我听电话从楼梯上滚下去趴在地上骨头弯成直角一天一夜没人发现,见面时笑得多开怀,牺牲自己愉悦他人,戏剧演员才是真正的英雄。
这家早已倒闭的影碟店里还有几张碟片,时隔许久重新开张,可惜一张不卖,我们拉起卷闸门,空调的热风对着脸吹,小羊喝高了,说他看见了四个小刘子。
人喝高了之后性欲特强,可惜硬不起来,影碟店里有个大电视,画质特差好在还能用,小羊熟练地装上山村老师,这是我们心目中共同的top1。
多年没见电影里的老师依旧年轻貌美,我们对着老师频频举杯,她摆出各种姿势浪叫连天,我和小羊东倒西歪缩在空调旁边。
“小羊啊小羊,”我说,“怎么还看这个?”
小羊给了我一拳,在手机上发了部最新高清无码的。
店门大开着,空调热风吹着,电视开着,手机不停地响,我们躺在地板上,昏黄的灯管像霞光。
小羊哭着笑我:“你的黄段子呢?”
我推他一把:“你还说要找一千个猛男开打飞机大会呢。
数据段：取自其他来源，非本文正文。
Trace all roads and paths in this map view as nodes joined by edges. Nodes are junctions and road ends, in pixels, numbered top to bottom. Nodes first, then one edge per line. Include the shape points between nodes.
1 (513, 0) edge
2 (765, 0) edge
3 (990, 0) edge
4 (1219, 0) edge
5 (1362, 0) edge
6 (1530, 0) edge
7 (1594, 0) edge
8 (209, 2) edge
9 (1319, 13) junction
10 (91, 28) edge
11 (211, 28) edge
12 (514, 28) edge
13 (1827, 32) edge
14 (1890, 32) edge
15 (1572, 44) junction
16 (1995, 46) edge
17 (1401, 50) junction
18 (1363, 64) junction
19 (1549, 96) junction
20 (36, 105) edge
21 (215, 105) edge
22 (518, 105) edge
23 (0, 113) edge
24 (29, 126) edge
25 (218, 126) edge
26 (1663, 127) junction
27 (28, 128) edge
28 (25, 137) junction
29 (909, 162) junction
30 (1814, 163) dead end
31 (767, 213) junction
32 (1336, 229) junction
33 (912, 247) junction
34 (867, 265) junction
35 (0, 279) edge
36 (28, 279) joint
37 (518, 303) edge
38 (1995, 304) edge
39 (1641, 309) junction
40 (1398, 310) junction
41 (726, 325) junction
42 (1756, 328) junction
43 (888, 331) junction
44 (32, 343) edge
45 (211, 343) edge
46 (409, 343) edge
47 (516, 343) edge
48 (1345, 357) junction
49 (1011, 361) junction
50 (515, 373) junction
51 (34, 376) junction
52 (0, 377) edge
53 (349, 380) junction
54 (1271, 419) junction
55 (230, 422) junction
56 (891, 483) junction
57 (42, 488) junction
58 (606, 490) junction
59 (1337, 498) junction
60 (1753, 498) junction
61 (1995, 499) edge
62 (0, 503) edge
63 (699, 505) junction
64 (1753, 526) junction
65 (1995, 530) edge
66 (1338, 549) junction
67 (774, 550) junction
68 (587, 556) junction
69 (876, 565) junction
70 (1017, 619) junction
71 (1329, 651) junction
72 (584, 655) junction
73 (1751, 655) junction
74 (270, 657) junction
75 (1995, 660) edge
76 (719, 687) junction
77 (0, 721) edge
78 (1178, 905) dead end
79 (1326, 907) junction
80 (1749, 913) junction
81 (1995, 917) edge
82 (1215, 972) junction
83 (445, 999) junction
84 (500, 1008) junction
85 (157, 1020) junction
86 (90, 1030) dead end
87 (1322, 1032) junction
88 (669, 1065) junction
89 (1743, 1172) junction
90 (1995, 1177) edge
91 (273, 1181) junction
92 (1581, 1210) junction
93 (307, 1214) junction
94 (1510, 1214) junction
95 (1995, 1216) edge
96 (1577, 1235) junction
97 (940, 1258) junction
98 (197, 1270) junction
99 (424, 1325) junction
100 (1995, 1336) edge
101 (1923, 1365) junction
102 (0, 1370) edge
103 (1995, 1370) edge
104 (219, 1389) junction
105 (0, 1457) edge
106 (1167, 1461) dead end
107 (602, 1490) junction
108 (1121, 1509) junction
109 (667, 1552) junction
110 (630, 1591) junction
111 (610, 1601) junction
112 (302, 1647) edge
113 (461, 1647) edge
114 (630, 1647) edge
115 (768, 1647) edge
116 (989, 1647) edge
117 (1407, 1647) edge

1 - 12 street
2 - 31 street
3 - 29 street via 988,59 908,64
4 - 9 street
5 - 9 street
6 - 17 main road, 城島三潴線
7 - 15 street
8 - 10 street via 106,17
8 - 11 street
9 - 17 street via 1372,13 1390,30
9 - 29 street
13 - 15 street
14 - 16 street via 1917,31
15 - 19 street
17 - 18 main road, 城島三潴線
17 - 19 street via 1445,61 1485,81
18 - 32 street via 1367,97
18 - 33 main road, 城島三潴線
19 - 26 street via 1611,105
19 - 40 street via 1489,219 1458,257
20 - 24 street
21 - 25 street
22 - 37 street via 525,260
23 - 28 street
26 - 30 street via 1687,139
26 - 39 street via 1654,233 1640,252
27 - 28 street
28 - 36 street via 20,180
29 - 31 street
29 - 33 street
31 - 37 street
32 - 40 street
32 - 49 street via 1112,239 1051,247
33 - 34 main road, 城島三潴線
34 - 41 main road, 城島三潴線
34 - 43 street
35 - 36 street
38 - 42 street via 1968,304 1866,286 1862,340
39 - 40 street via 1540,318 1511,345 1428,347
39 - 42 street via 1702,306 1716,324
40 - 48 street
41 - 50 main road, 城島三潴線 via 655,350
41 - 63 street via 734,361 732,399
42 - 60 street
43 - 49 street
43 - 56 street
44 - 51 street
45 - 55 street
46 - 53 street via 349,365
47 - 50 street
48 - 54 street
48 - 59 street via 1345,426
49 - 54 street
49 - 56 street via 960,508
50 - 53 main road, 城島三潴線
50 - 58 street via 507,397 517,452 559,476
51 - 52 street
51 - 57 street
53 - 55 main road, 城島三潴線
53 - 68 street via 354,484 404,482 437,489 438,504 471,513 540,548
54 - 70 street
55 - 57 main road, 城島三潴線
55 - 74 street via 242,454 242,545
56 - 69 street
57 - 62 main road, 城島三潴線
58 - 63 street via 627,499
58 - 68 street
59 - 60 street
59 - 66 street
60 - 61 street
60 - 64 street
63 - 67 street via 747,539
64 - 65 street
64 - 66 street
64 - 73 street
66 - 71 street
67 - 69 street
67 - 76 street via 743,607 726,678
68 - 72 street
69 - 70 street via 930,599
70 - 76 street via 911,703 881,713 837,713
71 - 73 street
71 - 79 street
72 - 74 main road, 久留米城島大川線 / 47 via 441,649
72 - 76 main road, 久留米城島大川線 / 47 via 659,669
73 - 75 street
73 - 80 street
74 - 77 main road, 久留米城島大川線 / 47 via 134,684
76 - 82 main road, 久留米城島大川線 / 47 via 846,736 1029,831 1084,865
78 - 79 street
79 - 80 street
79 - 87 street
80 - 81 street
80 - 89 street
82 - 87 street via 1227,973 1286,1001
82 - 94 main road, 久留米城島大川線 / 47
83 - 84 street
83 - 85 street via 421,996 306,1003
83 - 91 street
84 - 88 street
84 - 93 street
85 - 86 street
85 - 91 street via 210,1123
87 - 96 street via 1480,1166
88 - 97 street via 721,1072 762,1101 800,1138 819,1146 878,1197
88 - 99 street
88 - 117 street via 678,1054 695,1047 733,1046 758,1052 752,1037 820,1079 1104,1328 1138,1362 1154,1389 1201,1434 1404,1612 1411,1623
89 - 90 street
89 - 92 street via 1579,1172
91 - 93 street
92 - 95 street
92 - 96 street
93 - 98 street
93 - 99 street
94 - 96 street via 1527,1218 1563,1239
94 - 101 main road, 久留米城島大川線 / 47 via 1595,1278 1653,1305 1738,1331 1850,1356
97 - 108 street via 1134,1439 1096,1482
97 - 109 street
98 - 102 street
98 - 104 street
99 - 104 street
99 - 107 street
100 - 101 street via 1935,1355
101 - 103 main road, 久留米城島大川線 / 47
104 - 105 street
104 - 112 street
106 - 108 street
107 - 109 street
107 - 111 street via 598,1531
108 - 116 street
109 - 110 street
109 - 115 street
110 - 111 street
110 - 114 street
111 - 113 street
”
他把我裤子一扒,露出萎顿的小鸟,弹了两下。
我踹他一脚,身上一半冷风一半热风,难受得要命。
小羊说:“哈哈哈哈哈哈你阳痿啦!”
我说:“你踏马才痿!”
半夜行人少,四邻街坊听见打闹声纷纷探头,小羊傲然一笑,向天再借五百架飞机,扭动着哭着,拥抱漫天雪花。
我怕他冻死,把人拉回来,小羊蹦哒两下,死鱼一样瘫着了。
我们瘫在一起,希望这场痛苦又痛快的宿醉永无止尽。